**TASK DESCRIPTION**
From the entries that follow, work out how many lines contain "const". Write the number only.

**Stored data entries**
*** Begin section ***
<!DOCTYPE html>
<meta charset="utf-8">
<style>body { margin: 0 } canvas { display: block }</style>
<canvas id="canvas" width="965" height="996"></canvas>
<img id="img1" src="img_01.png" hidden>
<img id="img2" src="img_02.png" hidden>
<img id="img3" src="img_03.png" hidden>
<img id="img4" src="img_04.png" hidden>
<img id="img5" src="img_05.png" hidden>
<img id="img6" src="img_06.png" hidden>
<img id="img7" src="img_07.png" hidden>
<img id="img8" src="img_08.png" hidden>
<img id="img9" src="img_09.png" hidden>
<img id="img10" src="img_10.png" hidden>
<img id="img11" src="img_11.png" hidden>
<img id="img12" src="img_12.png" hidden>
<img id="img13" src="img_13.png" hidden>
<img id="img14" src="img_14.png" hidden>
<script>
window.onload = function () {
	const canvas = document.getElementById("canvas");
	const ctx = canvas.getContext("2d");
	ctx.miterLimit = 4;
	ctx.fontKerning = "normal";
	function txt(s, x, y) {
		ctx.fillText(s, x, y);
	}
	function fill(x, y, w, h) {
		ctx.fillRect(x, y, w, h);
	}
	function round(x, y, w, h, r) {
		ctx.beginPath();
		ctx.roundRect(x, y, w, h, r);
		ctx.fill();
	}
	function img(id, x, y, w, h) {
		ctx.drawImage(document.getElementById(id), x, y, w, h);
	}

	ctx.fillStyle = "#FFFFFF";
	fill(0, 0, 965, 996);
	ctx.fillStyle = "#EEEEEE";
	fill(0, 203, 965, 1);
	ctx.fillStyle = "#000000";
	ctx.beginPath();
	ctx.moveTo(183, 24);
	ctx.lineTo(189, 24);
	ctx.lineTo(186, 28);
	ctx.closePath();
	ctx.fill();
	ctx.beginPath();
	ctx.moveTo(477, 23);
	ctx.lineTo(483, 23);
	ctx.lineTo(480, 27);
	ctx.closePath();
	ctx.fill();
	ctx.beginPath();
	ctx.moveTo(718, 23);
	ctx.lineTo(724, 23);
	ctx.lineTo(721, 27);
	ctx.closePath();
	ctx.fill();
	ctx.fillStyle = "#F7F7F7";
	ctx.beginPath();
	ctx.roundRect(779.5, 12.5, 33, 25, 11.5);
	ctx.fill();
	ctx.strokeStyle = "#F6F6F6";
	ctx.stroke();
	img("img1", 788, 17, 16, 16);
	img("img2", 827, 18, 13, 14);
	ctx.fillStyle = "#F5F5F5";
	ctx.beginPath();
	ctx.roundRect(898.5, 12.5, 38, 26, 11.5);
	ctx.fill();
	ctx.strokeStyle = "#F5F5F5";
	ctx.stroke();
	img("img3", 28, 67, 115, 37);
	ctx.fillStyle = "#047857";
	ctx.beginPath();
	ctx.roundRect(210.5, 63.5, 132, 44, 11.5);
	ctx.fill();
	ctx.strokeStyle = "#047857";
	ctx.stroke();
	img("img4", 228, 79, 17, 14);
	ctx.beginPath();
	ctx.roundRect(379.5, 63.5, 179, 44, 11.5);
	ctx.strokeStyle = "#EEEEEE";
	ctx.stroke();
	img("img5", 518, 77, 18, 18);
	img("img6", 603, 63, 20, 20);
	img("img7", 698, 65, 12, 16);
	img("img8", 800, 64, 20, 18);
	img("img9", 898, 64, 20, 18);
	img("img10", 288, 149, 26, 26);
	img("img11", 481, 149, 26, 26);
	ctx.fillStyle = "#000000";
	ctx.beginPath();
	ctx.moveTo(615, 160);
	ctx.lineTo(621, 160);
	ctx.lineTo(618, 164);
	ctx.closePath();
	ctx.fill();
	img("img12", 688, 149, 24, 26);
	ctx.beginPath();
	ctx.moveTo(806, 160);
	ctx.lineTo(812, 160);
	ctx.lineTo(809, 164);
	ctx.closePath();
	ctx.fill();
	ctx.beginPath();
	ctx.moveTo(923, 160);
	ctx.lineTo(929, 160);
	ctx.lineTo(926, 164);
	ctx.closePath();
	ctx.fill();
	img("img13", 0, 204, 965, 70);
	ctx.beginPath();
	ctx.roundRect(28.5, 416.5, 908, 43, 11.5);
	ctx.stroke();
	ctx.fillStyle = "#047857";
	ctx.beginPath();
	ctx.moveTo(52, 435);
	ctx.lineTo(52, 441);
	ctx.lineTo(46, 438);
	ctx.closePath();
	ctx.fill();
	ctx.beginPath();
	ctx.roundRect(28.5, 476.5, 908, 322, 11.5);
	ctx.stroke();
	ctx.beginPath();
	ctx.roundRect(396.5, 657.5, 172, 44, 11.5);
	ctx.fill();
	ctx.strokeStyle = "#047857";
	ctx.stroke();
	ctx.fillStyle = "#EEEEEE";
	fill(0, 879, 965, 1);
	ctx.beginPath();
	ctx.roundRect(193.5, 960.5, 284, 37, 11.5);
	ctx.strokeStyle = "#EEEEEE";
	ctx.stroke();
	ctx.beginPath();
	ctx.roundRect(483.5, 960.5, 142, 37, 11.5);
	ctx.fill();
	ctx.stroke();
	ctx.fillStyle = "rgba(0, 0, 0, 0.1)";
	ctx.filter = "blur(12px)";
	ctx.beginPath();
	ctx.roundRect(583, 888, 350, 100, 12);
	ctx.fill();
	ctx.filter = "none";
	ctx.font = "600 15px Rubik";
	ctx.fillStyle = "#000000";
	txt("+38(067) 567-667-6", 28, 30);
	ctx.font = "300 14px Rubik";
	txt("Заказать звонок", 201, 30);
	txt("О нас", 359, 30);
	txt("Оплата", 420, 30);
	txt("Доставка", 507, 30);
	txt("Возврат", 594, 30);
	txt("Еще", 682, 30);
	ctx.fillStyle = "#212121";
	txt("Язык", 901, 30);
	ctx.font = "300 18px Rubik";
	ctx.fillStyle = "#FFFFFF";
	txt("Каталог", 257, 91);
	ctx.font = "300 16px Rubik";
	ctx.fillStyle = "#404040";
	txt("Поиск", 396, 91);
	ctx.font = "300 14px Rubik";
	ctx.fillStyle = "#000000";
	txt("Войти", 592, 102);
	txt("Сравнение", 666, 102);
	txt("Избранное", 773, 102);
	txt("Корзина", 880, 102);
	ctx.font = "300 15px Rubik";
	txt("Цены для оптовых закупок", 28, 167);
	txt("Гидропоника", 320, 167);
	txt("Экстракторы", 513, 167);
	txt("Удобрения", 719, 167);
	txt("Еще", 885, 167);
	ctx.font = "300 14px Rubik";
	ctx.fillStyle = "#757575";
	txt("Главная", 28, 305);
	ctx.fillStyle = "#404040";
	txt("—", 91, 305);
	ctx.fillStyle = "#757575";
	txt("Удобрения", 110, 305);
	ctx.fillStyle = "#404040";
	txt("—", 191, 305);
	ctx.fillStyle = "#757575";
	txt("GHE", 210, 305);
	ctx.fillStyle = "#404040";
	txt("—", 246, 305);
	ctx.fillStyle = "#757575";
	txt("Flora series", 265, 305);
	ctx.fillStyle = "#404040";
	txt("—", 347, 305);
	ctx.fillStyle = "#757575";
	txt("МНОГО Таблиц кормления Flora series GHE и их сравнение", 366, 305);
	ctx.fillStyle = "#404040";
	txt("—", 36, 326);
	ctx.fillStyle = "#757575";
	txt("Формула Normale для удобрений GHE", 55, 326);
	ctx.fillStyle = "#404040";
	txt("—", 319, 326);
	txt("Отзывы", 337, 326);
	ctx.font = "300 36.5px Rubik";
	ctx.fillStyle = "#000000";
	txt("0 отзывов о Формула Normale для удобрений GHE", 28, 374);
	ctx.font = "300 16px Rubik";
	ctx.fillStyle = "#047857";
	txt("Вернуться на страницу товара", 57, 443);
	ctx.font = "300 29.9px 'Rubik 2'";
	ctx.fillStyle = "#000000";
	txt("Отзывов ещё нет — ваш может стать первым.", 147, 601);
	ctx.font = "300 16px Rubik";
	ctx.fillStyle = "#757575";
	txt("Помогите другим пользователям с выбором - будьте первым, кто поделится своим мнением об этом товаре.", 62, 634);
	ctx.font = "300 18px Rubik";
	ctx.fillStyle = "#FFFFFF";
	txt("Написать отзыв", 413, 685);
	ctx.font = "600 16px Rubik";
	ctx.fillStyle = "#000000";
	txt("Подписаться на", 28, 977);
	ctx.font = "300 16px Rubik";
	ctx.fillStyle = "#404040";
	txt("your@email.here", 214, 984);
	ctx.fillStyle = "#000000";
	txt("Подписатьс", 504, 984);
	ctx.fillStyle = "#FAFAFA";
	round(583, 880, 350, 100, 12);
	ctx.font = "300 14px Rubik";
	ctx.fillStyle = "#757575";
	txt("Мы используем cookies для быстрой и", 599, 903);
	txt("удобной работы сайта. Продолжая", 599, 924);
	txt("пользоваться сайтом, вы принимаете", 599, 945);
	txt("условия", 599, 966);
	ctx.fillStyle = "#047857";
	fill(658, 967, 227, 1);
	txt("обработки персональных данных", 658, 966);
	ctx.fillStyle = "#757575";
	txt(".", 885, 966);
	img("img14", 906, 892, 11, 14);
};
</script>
*** End section ***
**REPLY**
2